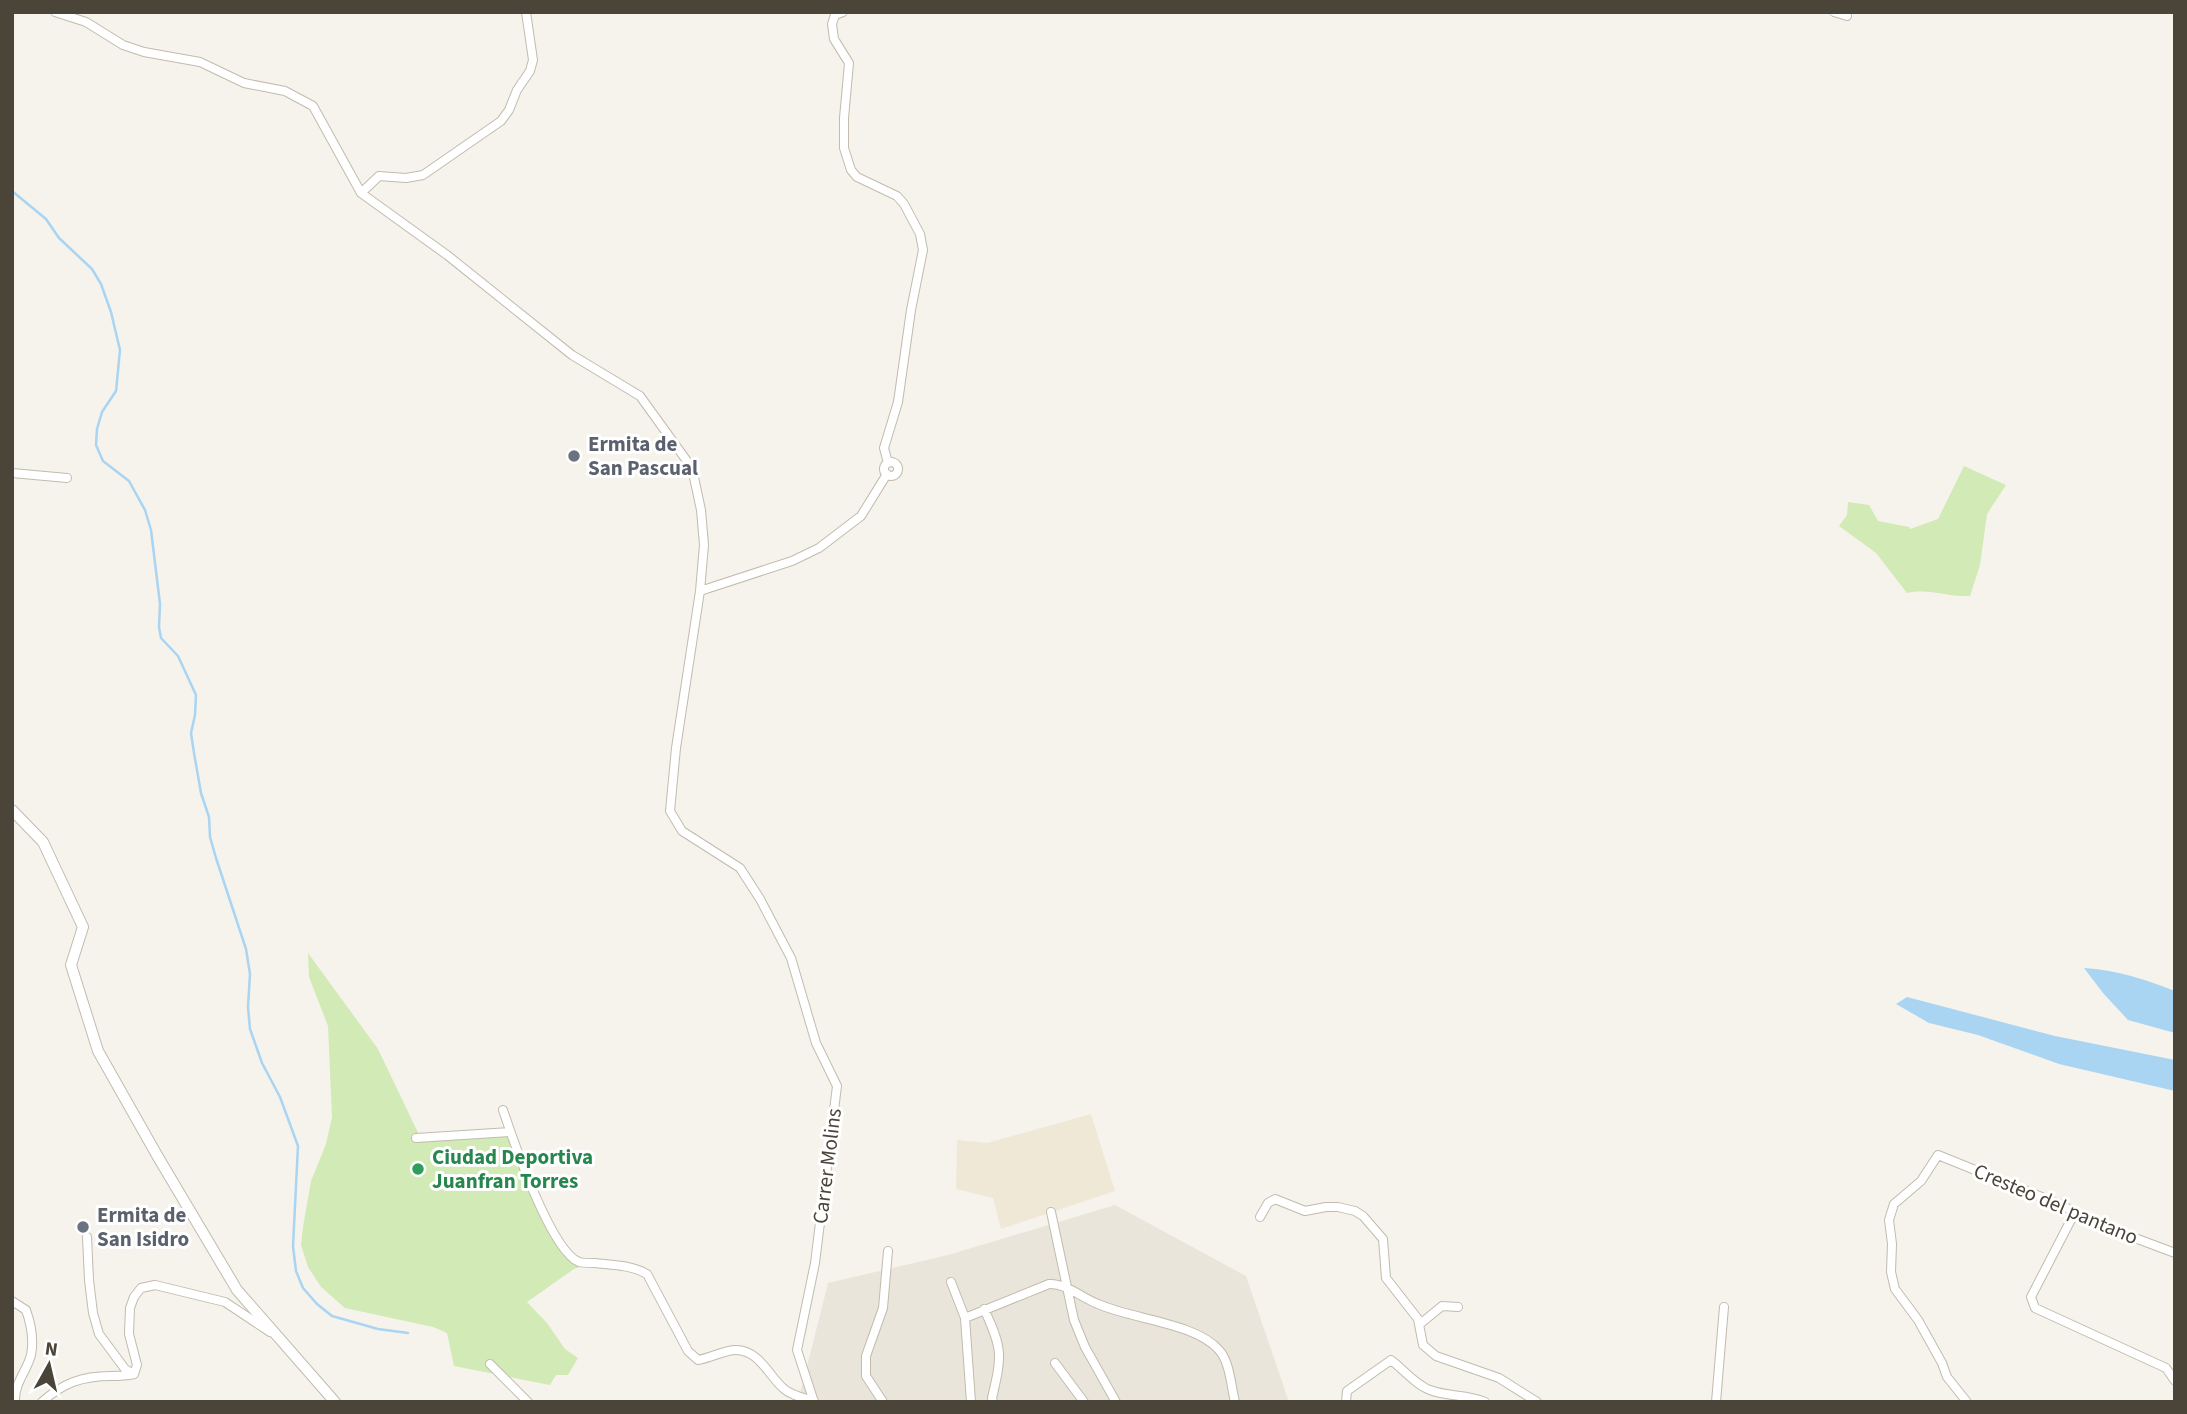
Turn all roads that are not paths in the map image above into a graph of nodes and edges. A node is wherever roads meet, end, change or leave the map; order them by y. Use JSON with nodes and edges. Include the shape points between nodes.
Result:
{"nodes":[{"id":1,"x":55,"y":12,"type":"edge"},
{"id":2,"x":526,"y":12,"type":"edge"},
{"id":3,"x":843,"y":12,"type":"edge"},
{"id":4,"x":1834,"y":12,"type":"edge"},
{"id":5,"x":1847,"y":16,"type":"dead end"},
{"id":6,"x":361,"y":193,"type":"junction"},
{"id":7,"x":12,"y":473,"type":"edge"},
{"id":8,"x":67,"y":478,"type":"dead end"},
{"id":9,"x":700,"y":591,"type":"junction"},
{"id":10,"x":12,"y":810,"type":"edge"},
{"id":11,"x":503,"y":1110,"type":"dead end"},
{"id":12,"x":510,"y":1132,"type":"junction"},
{"id":13,"x":416,"y":1139,"type":"dead end"},
{"id":14,"x":1051,"y":1212,"type":"dead end"},
{"id":15,"x":2076,"y":1212,"type":"junction"},
{"id":16,"x":1260,"y":1217,"type":"dead end"},
{"id":17,"x":87,"y":1237,"type":"dead end"},
{"id":18,"x":888,"y":1251,"type":"dead end"},
{"id":19,"x":2175,"y":1253,"type":"edge"},
{"id":20,"x":951,"y":1282,"type":"dead end"},
{"id":21,"x":1067,"y":1288,"type":"junction"},
{"id":22,"x":12,"y":1301,"type":"edge"},
{"id":23,"x":1458,"y":1307,"type":"dead end"},
{"id":24,"x":1724,"y":1307,"type":"dead end"},
{"id":25,"x":984,"y":1309,"type":"junction"},
{"id":26,"x":965,"y":1318,"type":"junction"},
{"id":27,"x":1420,"y":1324,"type":"junction"},
{"id":28,"x":281,"y":1339,"type":"junction"},
{"id":29,"x":1055,"y":1363,"type":"dead end"},
{"id":30,"x":490,"y":1364,"type":"dead end"},
{"id":31,"x":134,"y":1374,"type":"junction"},
{"id":32,"x":2175,"y":1381,"type":"edge"},
{"id":33,"x":814,"y":1401,"type":"edge"},
{"id":34,"x":15,"y":1402,"type":"edge"},
{"id":35,"x":42,"y":1402,"type":"edge"},
{"id":36,"x":335,"y":1402,"type":"edge"},
{"id":37,"x":527,"y":1402,"type":"edge"},
{"id":38,"x":883,"y":1402,"type":"edge"},
{"id":39,"x":971,"y":1402,"type":"edge"},
{"id":40,"x":993,"y":1402,"type":"edge"},
{"id":41,"x":1084,"y":1402,"type":"edge"},
{"id":42,"x":1116,"y":1402,"type":"edge"},
{"id":43,"x":1235,"y":1402,"type":"edge"},
{"id":44,"x":1346,"y":1402,"type":"edge"},
{"id":45,"x":1485,"y":1402,"type":"edge"},
{"id":46,"x":1537,"y":1402,"type":"edge"},
{"id":47,"x":1716,"y":1402,"type":"edge"},
{"id":48,"x":1967,"y":1402,"type":"edge"}],
"edges":[{"from":1,"to":6,"type":"street","via":[[86,22],[122,45],[200,62],[244,83],[285,90],[313,106]]},
{"from":2,"to":6,"type":"street","via":[[533,60],[501,121],[423,174],[379,176]]},
{"from":3,"to":9,"type":"street","via":[[835,15],[832,24],[834,39],[849,63],[844,148],[851,170],[897,196],[920,234],[923,250],[898,402],[884,448],[887,474],[861,516],[819,548]]},
{"from":4,"to":5,"type":"street"},
{"from":6,"to":9,"type":"street","name":"Carrer Molins","via":[[572,355],[640,396],[692,468],[704,545]]},
{"from":7,"to":8,"type":"street"},
{"from":9,"to":33,"type":"street","name":"Carrer Molins","via":[[670,811],[682,831],[740,868],[760,899],[791,958],[816,1043],[837,1086],[815,1263],[797,1350]]},
{"from":10,"to":28,"type":"street","via":[[43,842],[83,927],[71,965],[98,1051],[237,1290]]},
{"from":11,"to":12,"type":"street"},
{"from":12,"to":13,"type":"street"},
{"from":12,"to":33,"type":"street","via":[[523,1171],[569,1255],[580,1262],[637,1268],[647,1274],[688,1351],[698,1360],[744,1351],[768,1368],[784,1390]]},
{"from":14,"to":21,"type":"street"},
{"from":15,"to":19,"type":"street","name":"Cresteo del pantano"},
{"from":15,"to":32,"type":"street","via":[[2031,1297],[2035,1308],[2166,1368]]},
{"from":15,"to":48,"type":"street","name":"Cresteo del pantano","via":[[1938,1155],[1921,1181],[1894,1204],[1889,1220],[1895,1289]]},
{"from":16,"to":27,"type":"street","via":[[1275,1199],[1305,1211],[1338,1208],[1363,1216],[1383,1239],[1386,1278]]},
{"from":17,"to":31,"type":"street","via":[[99,1334]]},
{"from":18,"to":38,"type":"street","via":[[883,1308],[866,1356],[866,1376]]},
{"from":20,"to":26,"type":"street"},
{"from":21,"to":25,"type":"street","via":[[1049,1284]]},
{"from":21,"to":42,"type":"street","via":[[1085,1347]]},
{"from":21,"to":43,"type":"street","via":[[1108,1309],[1182,1329],[1212,1343],[1225,1360]]},
{"from":22,"to":34,"type":"street","via":[[26,1310],[32,1340]]},
{"from":23,"to":27,"type":"street","via":[[1441,1306]]},
{"from":24,"to":47,"type":"street"},
{"from":25,"to":26,"type":"street"},
{"from":25,"to":40,"type":"street","via":[[996,1335],[1000,1362]]},
{"from":26,"to":39,"type":"street"},
{"from":27,"to":46,"type":"street","via":[[1423,1345],[1436,1356],[1499,1378]]},
{"from":28,"to":31,"type":"street","via":[[225,1302],[155,1285],[141,1288],[130,1308],[137,1365]]},
{"from":28,"to":36,"type":"street"},
{"from":29,"to":41,"type":"street"},
{"from":30,"to":37,"type":"street"},
{"from":31,"to":35,"type":"street","via":[[70,1382]]},
{"from":44,"to":45,"type":"street","via":[[1347,1391],[1391,1360],[1426,1388]]}]}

» **ASSIGNMENT**:
Every line in the entries above that has the word "Cresteo" should be identified and copied.

» **ANSWER SECTION**:
{"from":15,"to":19,"type":"street","name":"Cresteo del pantano"},
{"from":15,"to":48,"type":"street","name":"Cresteo del pantano","via":[[1938,1155],[1921,1181],[1894,1204],[1889,1220],[1895,1289]]},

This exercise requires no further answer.